Supreme Court Ruling in Alice v. CLS Bank Continues Framework for Patent Eligibility Set Forth in Mayo v. Prometheus

June 19, 2014

BY BRUCE M. WEXLER, ERIC W. DITTMANN, & MAX H. YUSEM

Today’s unanimous Supreme Court ruling in Alice Corp. v. CLS Bank Int’l, No. 13-298 (June 19, 2014), invalidating the claims at issue as patent-ineligible continues the framework for analyzing patent eligibility set forth in Mayo Collaborative Services v. Prometheus Laboratories, Inc., 132 S. Ct. 1289 (2012). Read the Supreme Court decision here and our prior analysis of the Federal Circuit opinion here.  The Court reaffirmed that ideas alone are patent-ineligible, just as laws of nature were ineligible in Mayo, and that patent law requires the “application” of an idea.  The Court discussed the concept in terms of an inventive “transformation” of a claimed idea or principle into patent-eligible subject matter.  The Court also confirmed that the mere recitation of some structure in a patent claim does not render the claim per se eligible.  The inquiry must run deeper than that.  Below, we discuss the opinion and provide practical guidance for understanding and applying it.  We also observe that Chief Judge Archer’s dissent in In re Alappat, written some 20 years ago, is now the rule of law in this area.

Following the framework established in Mayo, the Alice Court determined the claims at issue were drawn to the abstract idea of intermediated settlement to reduce risk in transactions, which was a “fundamental economic practice.”  Slip Op. at 7-10.  Because of this, the Court searched for an “inventive concept” sufficient to “transform” the claimed abstract idea into patent-eligible subject matter.  Id.  Noting that “Mayo itself is instructive,” the Court found that claiming an abstract idea and adding the words “apply it with a computer” (i.e., a generalized statement of structure) cannot impart patent eligibility.  Slip Op. at 13.  Finally, the Court considered the steps of the claim “as an ordered combination,” but found it “add[ed] nothing that is not already present when the steps are considered separately.”  Slip Op. at 15.  Viewed as a whole, the claims simply recited the concept of intermediated settlement as performed by a generic computer and did not improve the functioning of the computer itself or any other technology.  Id.  Thus, neither requiring generic computer implementation of an abstract idea nor limiting the use of the idea to a particular environment will be enough to provide patent eligibility under § 101.  Slip Op. at 13.

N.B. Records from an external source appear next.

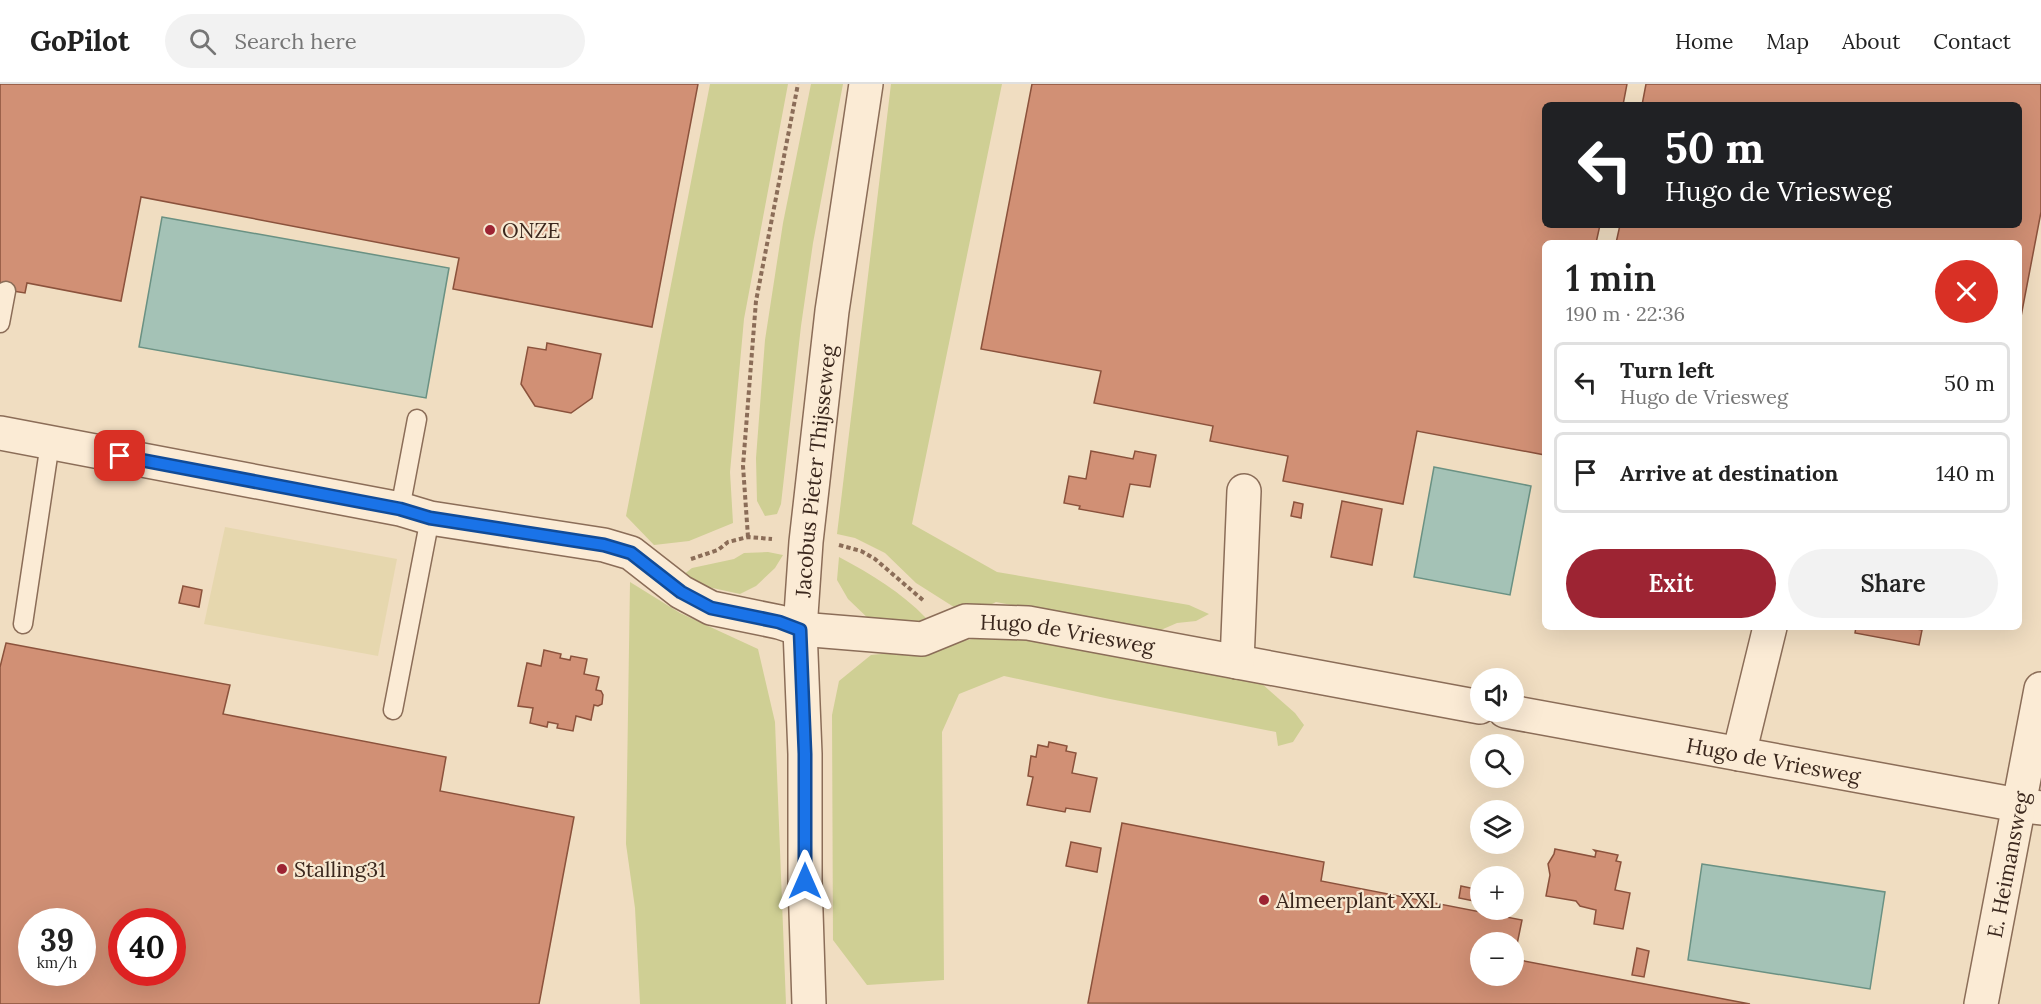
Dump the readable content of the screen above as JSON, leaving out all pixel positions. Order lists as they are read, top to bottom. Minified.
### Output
{"streets":{"street":["Jacobus Pieter Thijsseweg","Hugo de Vriesweg","E. Heimansweg"]},"crossings":[["Jacobus Pieter Thijsseweg","Hugo de Vriesweg"],["Hugo de Vriesweg","E. Heimansweg"]],"places":["ONZE","Stalling31","Almeerplant XXL"],"page":{"header":"GoPilot","search":"Search here","nav":["Home","Map","About","Contact"],"turn":["50 m","Hugo de Vriesweg"],"heading":["1 min","190 m · 22:36"],"list":[{"name":"Turn left","note":"Hugo de Vriesweg","value":"50 m"},{"name":"Arrive at destination","value":"140 m"}],"buttons":["Exit","Share"],"map_buttons":["+","−"],"speed":"39 km/h","limit":"40"}}
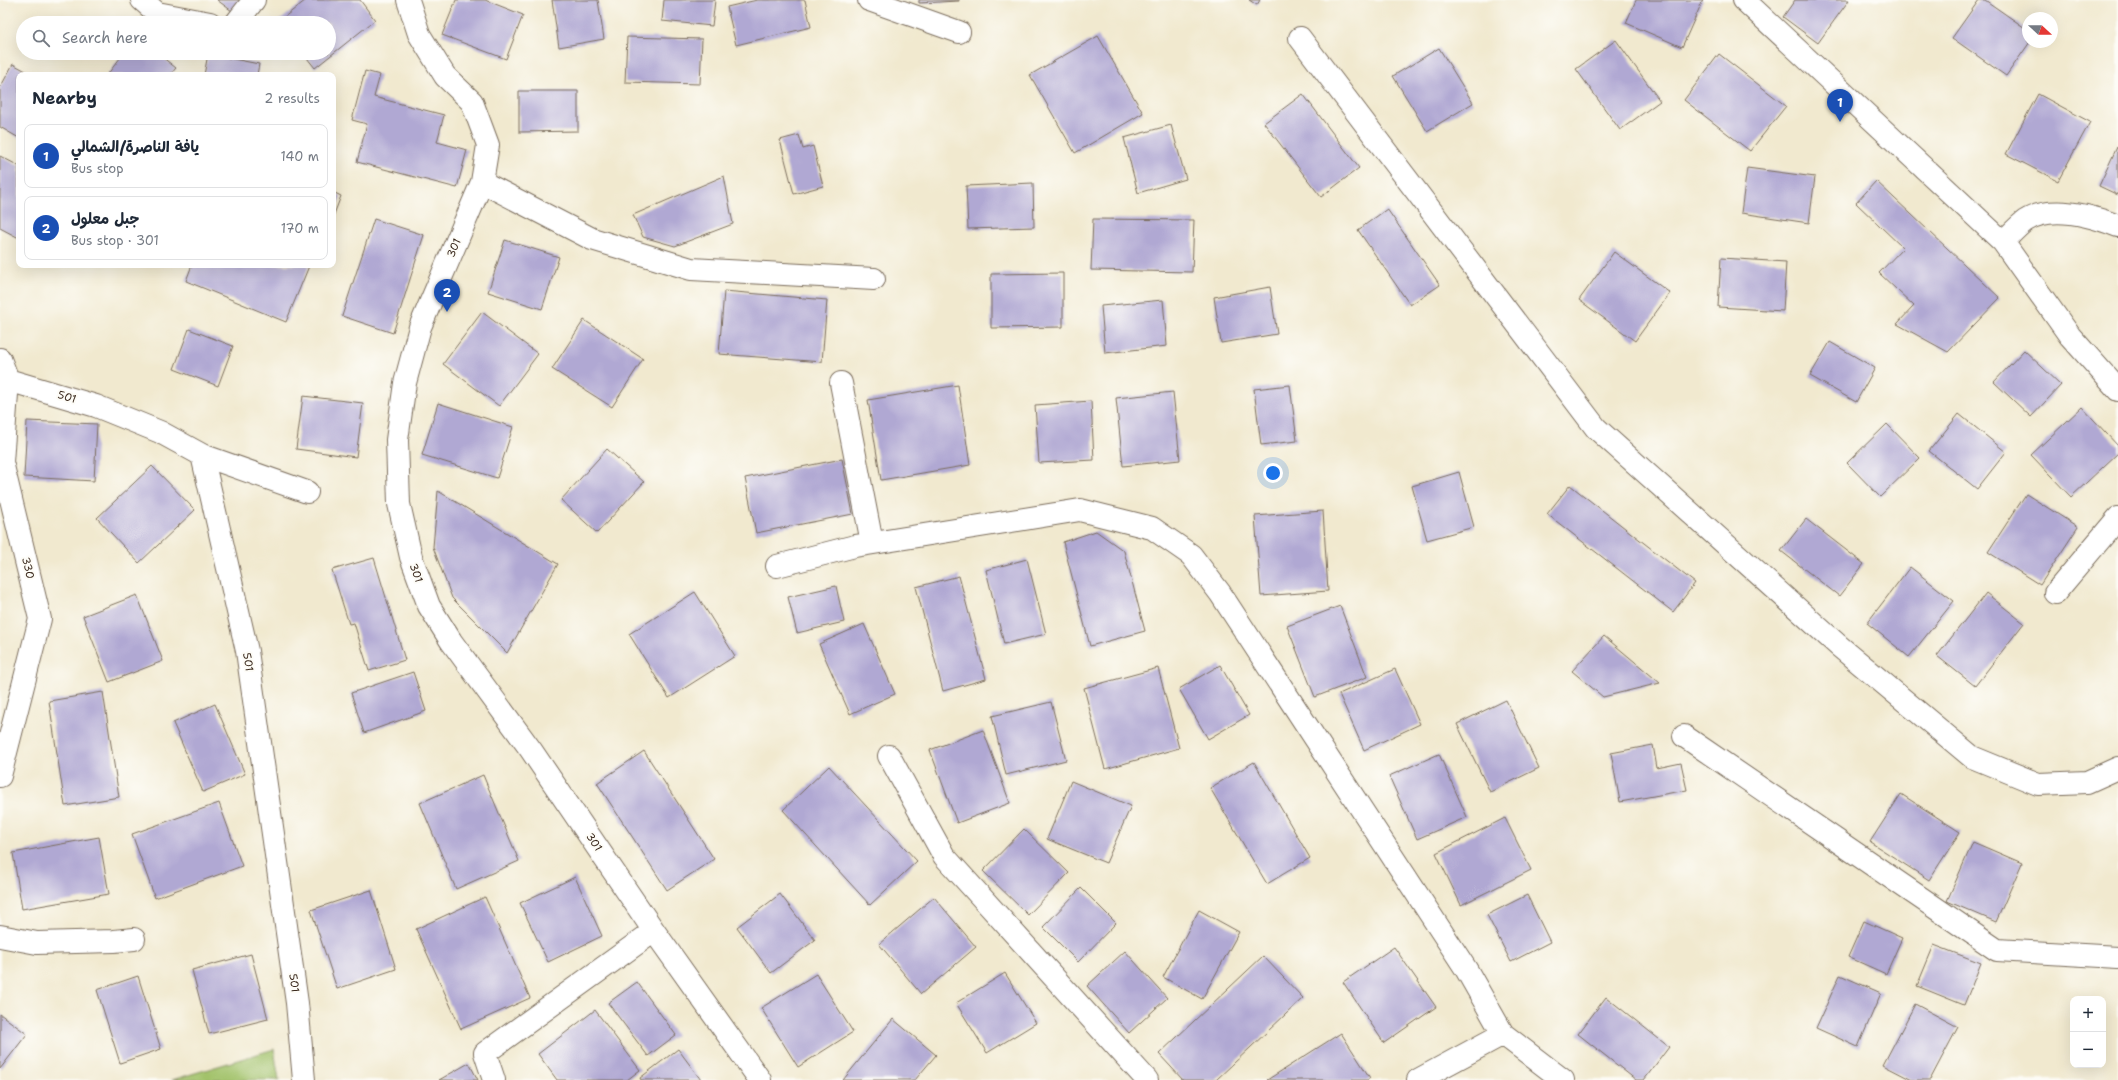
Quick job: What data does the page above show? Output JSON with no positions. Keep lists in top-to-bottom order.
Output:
{
  "streets": {
    "street": ["301", "501", "330"]
  },
  "crossings": [
    ["501", "330"]
  ],
  "north": "right",
  "page": {
    "search": "Search here",
    "heading": ["Nearby", "2 results"],
    "pins": ["1", "2"],
    "list": [
      {
        "mark": "1",
        "name": "يافة الناصرة/الشمالي",
        "note": "Bus stop",
        "value": "140 m"
      },
      {
        "mark": "2",
        "name": "جبل معلول",
        "note": "Bus stop · 301",
        "value": "170 m"
      }
    ],
    "map_buttons": ["+", "−"]
  }
}
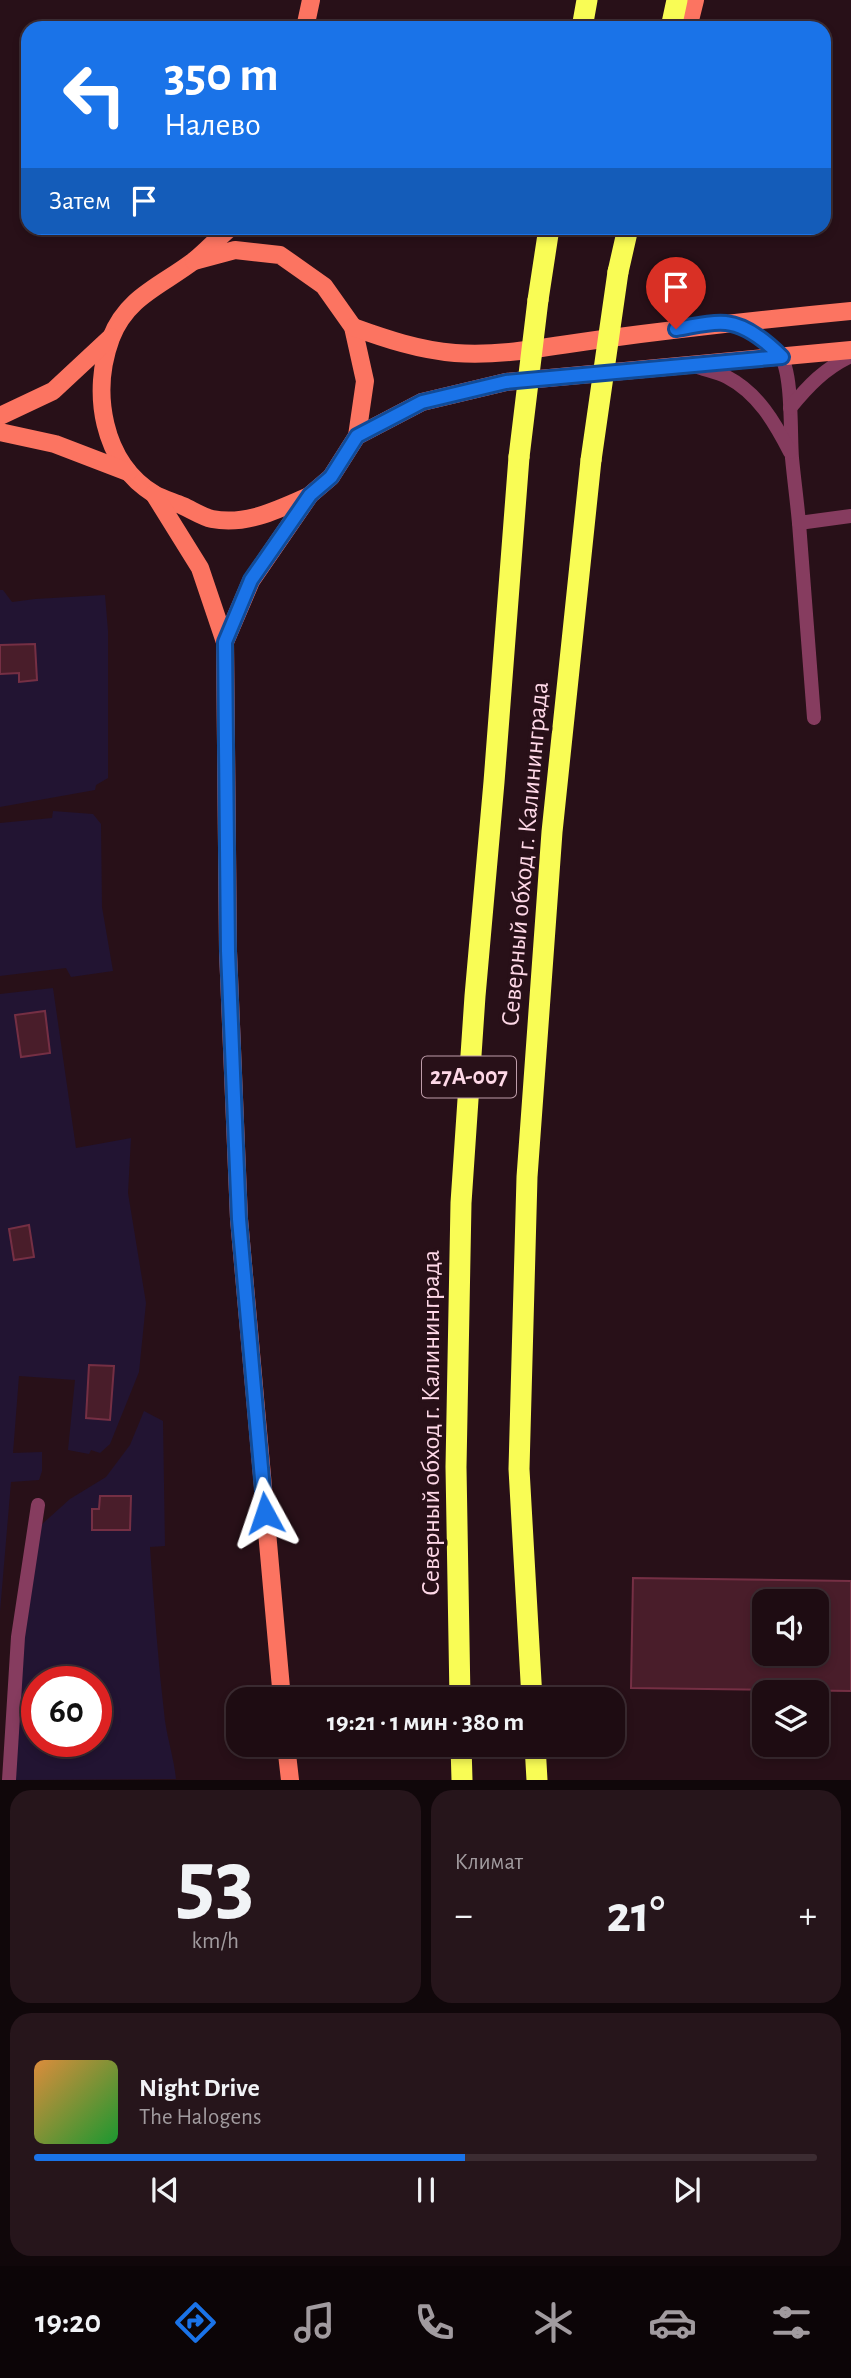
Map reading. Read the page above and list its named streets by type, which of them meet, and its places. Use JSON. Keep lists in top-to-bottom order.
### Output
{
  "streets": {
    "highway": ["Северный обход г. Калининграда", "27А-007"]
  },
  "page": {
    "turn": ["350 m", "Налево"],
    "then": "Затем",
    "limit": "60",
    "trip": "19:21 · 1 мин · 380 m",
    "tile": [
      ["53", "km/h"],
      "Климат"
    ],
    "heat": ["−", "21°", "+"],
    "song": ["Night Drive", "The Halogens"],
    "tabs": "19:20"
  }
}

While this decision addressed abstract economic ideas, it is now clear that the mere recitation of some structure ‎in a patent claim is not the dispositive test for patent eligibility, continuing the eligibility test established in Mayo v. Prometheus.  The invention must reside in the application of ideas and principles, rather than the law of nature, natural phenomena, or abstract idea themselves.  Although this can raise grey areas in particular cases, the arguments cannot simply be about whether or not structure appears in the patent claim.  Our prior article, analyzing Prometheus, explain the methods of analysis, and those methods hold true in light of AliceRead a detailed discussion here.
Today’s opinion slots in with a long history of preexisting Supreme Court case law concerning patent eligibility, in both the life sciences and hi-tech fields, in a consistent manner to build out the framework for analysis.  Lower courts, litigators, patent prosecutors, patent owners and accused infringers should indeed be able to make sense of this complicated area of law by considering that framework carefully.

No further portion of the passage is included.